Task instructions. Take down each entry exactly as written.

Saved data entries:

* * * * *

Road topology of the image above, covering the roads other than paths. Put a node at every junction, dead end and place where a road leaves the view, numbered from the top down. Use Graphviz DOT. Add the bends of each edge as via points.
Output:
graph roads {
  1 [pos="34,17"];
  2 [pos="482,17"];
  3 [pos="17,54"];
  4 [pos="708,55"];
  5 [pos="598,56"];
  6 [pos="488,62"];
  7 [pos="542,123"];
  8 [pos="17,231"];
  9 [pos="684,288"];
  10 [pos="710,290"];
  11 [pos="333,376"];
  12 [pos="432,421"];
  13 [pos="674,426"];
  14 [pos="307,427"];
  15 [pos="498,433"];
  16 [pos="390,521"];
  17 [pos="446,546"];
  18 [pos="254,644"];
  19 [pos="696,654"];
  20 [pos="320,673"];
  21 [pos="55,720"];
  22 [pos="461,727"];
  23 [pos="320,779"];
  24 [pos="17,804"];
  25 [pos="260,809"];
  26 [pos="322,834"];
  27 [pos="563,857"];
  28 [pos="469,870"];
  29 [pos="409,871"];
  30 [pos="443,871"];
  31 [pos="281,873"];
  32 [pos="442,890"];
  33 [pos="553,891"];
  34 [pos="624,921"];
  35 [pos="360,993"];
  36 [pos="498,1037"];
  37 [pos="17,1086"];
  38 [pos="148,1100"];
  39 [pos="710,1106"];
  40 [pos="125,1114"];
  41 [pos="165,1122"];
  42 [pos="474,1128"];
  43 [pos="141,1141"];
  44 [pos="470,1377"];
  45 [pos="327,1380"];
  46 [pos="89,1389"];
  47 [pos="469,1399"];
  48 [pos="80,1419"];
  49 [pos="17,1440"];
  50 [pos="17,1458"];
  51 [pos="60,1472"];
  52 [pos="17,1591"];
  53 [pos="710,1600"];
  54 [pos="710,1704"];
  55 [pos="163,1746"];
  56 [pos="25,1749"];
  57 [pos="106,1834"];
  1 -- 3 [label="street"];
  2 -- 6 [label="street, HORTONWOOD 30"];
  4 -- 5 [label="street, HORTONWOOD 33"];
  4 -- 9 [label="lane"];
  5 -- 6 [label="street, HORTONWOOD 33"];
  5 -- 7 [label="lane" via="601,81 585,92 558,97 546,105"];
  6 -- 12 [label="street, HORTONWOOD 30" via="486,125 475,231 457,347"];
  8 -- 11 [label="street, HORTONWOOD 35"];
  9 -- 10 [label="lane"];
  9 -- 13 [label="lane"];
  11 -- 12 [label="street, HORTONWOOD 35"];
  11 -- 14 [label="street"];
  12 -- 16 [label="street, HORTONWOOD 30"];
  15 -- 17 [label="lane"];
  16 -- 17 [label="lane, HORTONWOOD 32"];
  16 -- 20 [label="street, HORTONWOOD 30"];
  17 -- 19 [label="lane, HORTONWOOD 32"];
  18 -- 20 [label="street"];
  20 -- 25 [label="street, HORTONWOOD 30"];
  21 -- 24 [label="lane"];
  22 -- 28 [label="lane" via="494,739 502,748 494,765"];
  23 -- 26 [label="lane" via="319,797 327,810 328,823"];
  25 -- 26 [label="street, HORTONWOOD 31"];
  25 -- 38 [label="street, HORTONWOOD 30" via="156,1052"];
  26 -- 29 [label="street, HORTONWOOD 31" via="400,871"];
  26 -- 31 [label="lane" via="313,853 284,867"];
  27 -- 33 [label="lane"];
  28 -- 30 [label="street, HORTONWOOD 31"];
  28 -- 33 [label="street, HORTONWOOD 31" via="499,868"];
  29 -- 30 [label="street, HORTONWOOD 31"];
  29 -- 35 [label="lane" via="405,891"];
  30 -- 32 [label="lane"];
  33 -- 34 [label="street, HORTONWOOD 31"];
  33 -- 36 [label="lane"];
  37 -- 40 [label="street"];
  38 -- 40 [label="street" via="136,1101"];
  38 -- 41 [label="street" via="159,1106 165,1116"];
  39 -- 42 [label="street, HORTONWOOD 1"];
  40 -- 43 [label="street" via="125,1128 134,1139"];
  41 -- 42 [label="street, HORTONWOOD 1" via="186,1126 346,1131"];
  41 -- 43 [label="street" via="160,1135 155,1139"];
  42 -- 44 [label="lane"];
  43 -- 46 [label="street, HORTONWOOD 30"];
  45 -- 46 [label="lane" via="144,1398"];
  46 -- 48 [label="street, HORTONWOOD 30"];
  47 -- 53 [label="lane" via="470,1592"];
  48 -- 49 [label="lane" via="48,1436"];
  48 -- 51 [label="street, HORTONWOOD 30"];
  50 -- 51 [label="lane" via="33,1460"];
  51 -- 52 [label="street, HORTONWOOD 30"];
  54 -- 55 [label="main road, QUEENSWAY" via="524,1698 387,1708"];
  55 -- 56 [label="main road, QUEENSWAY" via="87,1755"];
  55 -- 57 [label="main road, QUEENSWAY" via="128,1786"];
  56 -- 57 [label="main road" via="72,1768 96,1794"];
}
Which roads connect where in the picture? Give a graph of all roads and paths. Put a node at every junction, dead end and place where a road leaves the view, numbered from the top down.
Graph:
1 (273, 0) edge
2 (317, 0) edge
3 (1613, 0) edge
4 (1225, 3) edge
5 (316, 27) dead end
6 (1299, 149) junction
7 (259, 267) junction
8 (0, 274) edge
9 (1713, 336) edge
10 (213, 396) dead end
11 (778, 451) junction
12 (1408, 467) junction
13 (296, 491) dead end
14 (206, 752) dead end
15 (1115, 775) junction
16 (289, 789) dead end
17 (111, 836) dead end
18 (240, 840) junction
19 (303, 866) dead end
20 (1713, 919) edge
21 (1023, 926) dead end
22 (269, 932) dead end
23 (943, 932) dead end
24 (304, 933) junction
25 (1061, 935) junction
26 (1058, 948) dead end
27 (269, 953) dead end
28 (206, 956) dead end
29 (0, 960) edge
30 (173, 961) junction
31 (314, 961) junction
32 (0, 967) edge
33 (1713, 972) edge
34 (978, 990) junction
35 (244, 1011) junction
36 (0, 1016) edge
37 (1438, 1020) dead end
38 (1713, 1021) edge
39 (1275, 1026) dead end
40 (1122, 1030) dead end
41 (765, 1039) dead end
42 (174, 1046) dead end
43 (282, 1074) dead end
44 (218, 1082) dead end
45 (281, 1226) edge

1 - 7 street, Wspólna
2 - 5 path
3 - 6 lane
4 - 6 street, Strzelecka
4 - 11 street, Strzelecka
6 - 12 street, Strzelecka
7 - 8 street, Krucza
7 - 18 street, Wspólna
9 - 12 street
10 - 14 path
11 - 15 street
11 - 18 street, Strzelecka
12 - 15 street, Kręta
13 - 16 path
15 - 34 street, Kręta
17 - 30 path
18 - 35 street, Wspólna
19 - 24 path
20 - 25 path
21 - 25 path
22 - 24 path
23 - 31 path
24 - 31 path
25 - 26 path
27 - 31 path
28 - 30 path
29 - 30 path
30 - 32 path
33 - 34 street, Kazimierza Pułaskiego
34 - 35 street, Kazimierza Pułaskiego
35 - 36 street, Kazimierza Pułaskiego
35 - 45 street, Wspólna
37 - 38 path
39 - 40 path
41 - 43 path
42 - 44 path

* * * * *

Task answer.
Road topology of the image above, covering the roads other than paths. Put a node at every junction, dead end and place where a road leaves the view, numbered from the top down. Use Graphviz DOT. Add the bends of each edge as via points.
Output:
graph roads {
  1 [pos="34,17"];
  2 [pos="482,17"];
  3 [pos="17,54"];
  4 [pos="708,55"];
  5 [pos="598,56"];
  6 [pos="488,62"];
  7 [pos="542,123"];
  8 [pos="17,231"];
  9 [pos="684,288"];
  10 [pos="710,290"];
  11 [pos="333,376"];
  12 [pos="432,421"];
  13 [pos="674,426"];
  14 [pos="307,427"];
  15 [pos="498,433"];
  16 [pos="390,521"];
  17 [pos="446,546"];
  18 [pos="254,644"];
  19 [pos="696,654"];
  20 [pos="320,673"];
  21 [pos="55,720"];
  22 [pos="461,727"];
  23 [pos="320,779"];
  24 [pos="17,804"];
  25 [pos="260,809"];
  26 [pos="322,834"];
  27 [pos="563,857"];
  28 [pos="469,870"];
  29 [pos="409,871"];
  30 [pos="443,871"];
  31 [pos="281,873"];
  32 [pos="442,890"];
  33 [pos="553,891"];
  34 [pos="624,921"];
  35 [pos="360,993"];
  36 [pos="498,1037"];
  37 [pos="17,1086"];
  38 [pos="148,1100"];
  39 [pos="710,1106"];
  40 [pos="125,1114"];
  41 [pos="165,1122"];
  42 [pos="474,1128"];
  43 [pos="141,1141"];
  44 [pos="470,1377"];
  45 [pos="327,1380"];
  46 [pos="89,1389"];
  47 [pos="469,1399"];
  48 [pos="80,1419"];
  49 [pos="17,1440"];
  50 [pos="17,1458"];
  51 [pos="60,1472"];
  52 [pos="17,1591"];
  53 [pos="710,1600"];
  54 [pos="710,1704"];
  55 [pos="163,1746"];
  56 [pos="25,1749"];
  57 [pos="106,1834"];
  1 -- 3 [label="street"];
  2 -- 6 [label="street, HORTONWOOD 30"];
  4 -- 5 [label="street, HORTONWOOD 33"];
  4 -- 9 [label="lane"];
  5 -- 6 [label="street, HORTONWOOD 33"];
  5 -- 7 [label="lane" via="601,81 585,92 558,97 546,105"];
  6 -- 12 [label="street, HORTONWOOD 30" via="486,125 475,231 457,347"];
  8 -- 11 [label="street, HORTONWOOD 35"];
  9 -- 10 [label="lane"];
  9 -- 13 [label="lane"];
  11 -- 12 [label="street, HORTONWOOD 35"];
  11 -- 14 [label="street"];
  12 -- 16 [label="street, HORTONWOOD 30"];
  15 -- 17 [label="lane"];
  16 -- 17 [label="lane, HORTONWOOD 32"];
  16 -- 20 [label="street, HORTONWOOD 30"];
  17 -- 19 [label="lane, HORTONWOOD 32"];
  18 -- 20 [label="street"];
  20 -- 25 [label="street, HORTONWOOD 30"];
  21 -- 24 [label="lane"];
  22 -- 28 [label="lane" via="494,739 502,748 494,765"];
  23 -- 26 [label="lane" via="319,797 327,810 328,823"];
  25 -- 26 [label="street, HORTONWOOD 31"];
  25 -- 38 [label="street, HORTONWOOD 30" via="156,1052"];
  26 -- 29 [label="street, HORTONWOOD 31" via="400,871"];
  26 -- 31 [label="lane" via="313,853 284,867"];
  27 -- 33 [label="lane"];
  28 -- 30 [label="street, HORTONWOOD 31"];
  28 -- 33 [label="street, HORTONWOOD 31" via="499,868"];
  29 -- 30 [label="street, HORTONWOOD 31"];
  29 -- 35 [label="lane" via="405,891"];
  30 -- 32 [label="lane"];
  33 -- 34 [label="street, HORTONWOOD 31"];
  33 -- 36 [label="lane"];
  37 -- 40 [label="street"];
  38 -- 40 [label="street" via="136,1101"];
  38 -- 41 [label="street" via="159,1106 165,1116"];
  39 -- 42 [label="street, HORTONWOOD 1"];
  40 -- 43 [label="street" via="125,1128 134,1139"];
  41 -- 42 [label="street, HORTONWOOD 1" via="186,1126 346,1131"];
  41 -- 43 [label="street" via="160,1135 155,1139"];
  42 -- 44 [label="lane"];
  43 -- 46 [label="street, HORTONWOOD 30"];
  45 -- 46 [label="lane" via="144,1398"];
  46 -- 48 [label="street, HORTONWOOD 30"];
  47 -- 53 [label="lane" via="470,1592"];
  48 -- 49 [label="lane" via="48,1436"];
  48 -- 51 [label="street, HORTONWOOD 30"];
  50 -- 51 [label="lane" via="33,1460"];
  51 -- 52 [label="street, HORTONWOOD 30"];
  54 -- 55 [label="main road, QUEENSWAY" via="524,1698 387,1708"];
  55 -- 56 [label="main road, QUEENSWAY" via="87,1755"];
  55 -- 57 [label="main road, QUEENSWAY" via="128,1786"];
  56 -- 57 [label="main road" via="72,1768 96,1794"];
}
Which roads connect where in the picture? Give a graph of all roads and paths. Put a node at every junction, dead end and place where a road leaves the view, numbered from the top down.
Graph:
1 (273, 0) edge
2 (317, 0) edge
3 (1613, 0) edge
4 (1225, 3) edge
5 (316, 27) dead end
6 (1299, 149) junction
7 (259, 267) junction
8 (0, 274) edge
9 (1713, 336) edge
10 (213, 396) dead end
11 (778, 451) junction
12 (1408, 467) junction
13 (296, 491) dead end
14 (206, 752) dead end
15 (1115, 775) junction
16 (289, 789) dead end
17 (111, 836) dead end
18 (240, 840) junction
19 (303, 866) dead end
20 (1713, 919) edge
21 (1023, 926) dead end
22 (269, 932) dead end
23 (943, 932) dead end
24 (304, 933) junction
25 (1061, 935) junction
26 (1058, 948) dead end
27 (269, 953) dead end
28 (206, 956) dead end
29 (0, 960) edge
30 (173, 961) junction
31 (314, 961) junction
32 (0, 967) edge
33 (1713, 972) edge
34 (978, 990) junction
35 (244, 1011) junction
36 (0, 1016) edge
37 (1438, 1020) dead end
38 (1713, 1021) edge
39 (1275, 1026) dead end
40 (1122, 1030) dead end
41 (765, 1039) dead end
42 (174, 1046) dead end
43 (282, 1074) dead end
44 (218, 1082) dead end
45 (281, 1226) edge

1 - 7 street, Wspólna
2 - 5 path
3 - 6 lane
4 - 6 street, Strzelecka
4 - 11 street, Strzelecka
6 - 12 street, Strzelecka
7 - 8 street, Krucza
7 - 18 street, Wspólna
9 - 12 street
10 - 14 path
11 - 15 street
11 - 18 street, Strzelecka
12 - 15 street, Kręta
13 - 16 path
15 - 34 street, Kręta
17 - 30 path
18 - 35 street, Wspólna
19 - 24 path
20 - 25 path
21 - 25 path
22 - 24 path
23 - 31 path
24 - 31 path
25 - 26 path
27 - 31 path
28 - 30 path
29 - 30 path
30 - 32 path
33 - 34 street, Kazimierza Pułaskiego
34 - 35 street, Kazimierza Pułaskiego
35 - 36 street, Kazimierza Pułaskiego
35 - 45 street, Wspólna
37 - 38 path
39 - 40 path
41 - 43 path
42 - 44 path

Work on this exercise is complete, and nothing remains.